Forse non ne avrai ancora sentito parlare, ma è stata messa in atto una nuova truffa, in particolare, quella che si potrebbe definire la “truffa degli assegni su WhatsApp”.

In particolare, un consumatore ha segnalato una comunicazione con la quale i soggetti verrebbero invitati ad incassare un assegno mediante una foto ricevuta su WhatsApp.

In merito è stata emessa una sentenza da parte dell’Arbitro bancario, e per capire come si sia dipanata la vicenda sarà necessario cominciare dall’inizio. 

TRUFFA ASSEGNI SU WHATSAPP, CHE COSA È SUCCESSO

In particolare, per la truffa degli assegni su WhatsApp è stato colpito un consumatore.

Si era partiti da un venditore di auto, il quale aveva pubblicato su internet un annuncio in modo da attirare il potenziale cliente.

Tra il cliente e il venditore si sono instaurate delle trattative, soprattutto via telefono, e ad un certo punto il venditore avrebbe richiesto al consumatore di mandare una foto di un assegno compilato per indicare la sua effettiva volontà di concludere l’affare.

Ingenuamente, il cliente si è occupato di inviare la foto, pensando che comunque il venditore non avrebbe avuto la possibilità di incassare nulla.

In realtà, il venditore di automobili stampando l’assegno sarebbe stato in grado di incassarlo regolarmente.

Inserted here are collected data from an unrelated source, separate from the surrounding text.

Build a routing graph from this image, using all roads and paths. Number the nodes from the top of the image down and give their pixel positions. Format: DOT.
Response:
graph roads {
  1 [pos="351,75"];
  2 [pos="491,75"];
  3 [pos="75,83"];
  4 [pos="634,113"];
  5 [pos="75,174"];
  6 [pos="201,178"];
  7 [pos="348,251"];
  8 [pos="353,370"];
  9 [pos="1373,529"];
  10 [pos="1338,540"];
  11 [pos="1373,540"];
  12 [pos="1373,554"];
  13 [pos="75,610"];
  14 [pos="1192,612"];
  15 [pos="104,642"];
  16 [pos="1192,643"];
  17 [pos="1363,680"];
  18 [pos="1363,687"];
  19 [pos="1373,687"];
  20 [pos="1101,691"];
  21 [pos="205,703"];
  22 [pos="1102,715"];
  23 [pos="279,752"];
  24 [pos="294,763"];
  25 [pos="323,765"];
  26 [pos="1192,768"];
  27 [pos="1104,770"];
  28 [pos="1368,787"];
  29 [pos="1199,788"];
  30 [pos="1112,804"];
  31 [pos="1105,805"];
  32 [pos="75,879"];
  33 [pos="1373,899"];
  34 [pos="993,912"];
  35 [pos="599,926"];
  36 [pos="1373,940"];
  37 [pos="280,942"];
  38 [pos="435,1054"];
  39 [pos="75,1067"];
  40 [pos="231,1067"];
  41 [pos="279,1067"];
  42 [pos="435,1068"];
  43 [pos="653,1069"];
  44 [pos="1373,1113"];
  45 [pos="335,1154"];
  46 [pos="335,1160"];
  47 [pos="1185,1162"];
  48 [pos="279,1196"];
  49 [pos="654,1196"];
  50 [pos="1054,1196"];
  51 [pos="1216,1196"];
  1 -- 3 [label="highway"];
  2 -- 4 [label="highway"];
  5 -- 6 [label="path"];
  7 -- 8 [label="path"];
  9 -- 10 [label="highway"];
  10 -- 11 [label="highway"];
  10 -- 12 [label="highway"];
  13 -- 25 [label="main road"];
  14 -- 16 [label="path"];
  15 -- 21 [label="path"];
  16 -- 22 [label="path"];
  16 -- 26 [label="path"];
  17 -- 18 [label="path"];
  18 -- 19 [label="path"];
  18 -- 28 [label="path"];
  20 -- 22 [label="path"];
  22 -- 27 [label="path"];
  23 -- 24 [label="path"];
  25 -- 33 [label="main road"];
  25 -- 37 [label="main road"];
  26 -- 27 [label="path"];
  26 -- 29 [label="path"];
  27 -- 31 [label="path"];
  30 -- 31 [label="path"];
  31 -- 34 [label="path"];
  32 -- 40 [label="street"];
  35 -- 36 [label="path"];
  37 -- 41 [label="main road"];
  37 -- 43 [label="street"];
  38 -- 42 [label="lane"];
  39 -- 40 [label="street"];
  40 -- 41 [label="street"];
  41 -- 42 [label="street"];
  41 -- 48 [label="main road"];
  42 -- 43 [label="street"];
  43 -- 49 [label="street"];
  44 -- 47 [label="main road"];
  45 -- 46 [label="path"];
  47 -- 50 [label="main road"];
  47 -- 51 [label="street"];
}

La vittima della truffa degli assegni su WhatsApp, a questo punto, si è rivolta all’associazione dei consumatori e alle forze dell’ordine. I carabinieri e i consulenti sarebbero rimasti stupiti dalla possibilità di ottenere dei contanti da una banca con un assegno stampato e ricavato da una fotografia di WhatsApp.

Questo soprattutto perché le banche, già a partire dal 2010, avrebbero dovuto mettere in pratica tutta una serie di interventi volti ad evitare le falsificazioni.

Ad esempio, la carta degli assegni dovrebbe essere filigranata, dovrebbe non essere fluorescente e dovrebbe avere altri elementi atti a consentire un controllo contro le falsificazioni.

Infine, sarebbe necessario un controllo in merito alla validità dell’assegno da parte dell’impiegato allo sportello, il quale dovrebbe comunicare i dati dell’assegno alla banca emittente, in modo da valutare l’effettiva emissione del titolo da parte di questa.

Proprio per questo motivo, l’Unione consumatori ha pensato che una delle responsabilità si trovasse proprio presso l’impiegato di banca, un soggetto compiacente che avrebbe aiutato il venditore di automobili a farla franca e ad incassare un assegno oggettivamente falso. 

TRUFFA DEGLI ASSEGNI SU WHATSAPP, IL RICORSO ALL’ARBITRO BANCARIO

Proprio per questo motivo, il consumatore è stato diretto verso l’Arbitro bancario, quello che è il soggetto che si occupa di controversie di questo tipo, abbreviandone le tempistiche ed evitando di aprire un vero e proprio processo.

L’Arbitro bancario ha avuto la possibilità di esaminare il caso, ed ha dedotto come la responsabilità per la truffa degli assegni via WhatsApp fosse anche della banca, che non avrebbe bloccato l’incasso di un titolo palesemente falso.

Proprio per questo, l’Arbitro ha stabilito il diritto del consumatore di ottenere un rimborso pari al 100% della somma. 

TRUFFA ASSEGNI SU WHATSAPP, COME COMPORTARSI

Come avrai potuto capire, la truffa degli assegni su WhatsApp ha visto una concomitanza di fattori: l’ingenuità del cliente, l’intento truffaldino del venditore e, probabilmente, una collaborazione da parte di un impiegato di banca.

Proprio per evitare di trovarti in situazioni simili, il consiglio che diamo a tutti i consumatori è quello di evitare di mettersi in una situazione del genere.

Non bisognerebbe mai inviare immagini di questo tipo né via WhatsApp, né via email, e nel caso in cui vengano richiesti certi tipi di dati per la conferma di un acquisto, bisognerebbe incontrare di persona il venditore.

Se al diniego verso il venditore questo dovesse scomparire, sapreste di aver evitato di cadere in una palese truffa.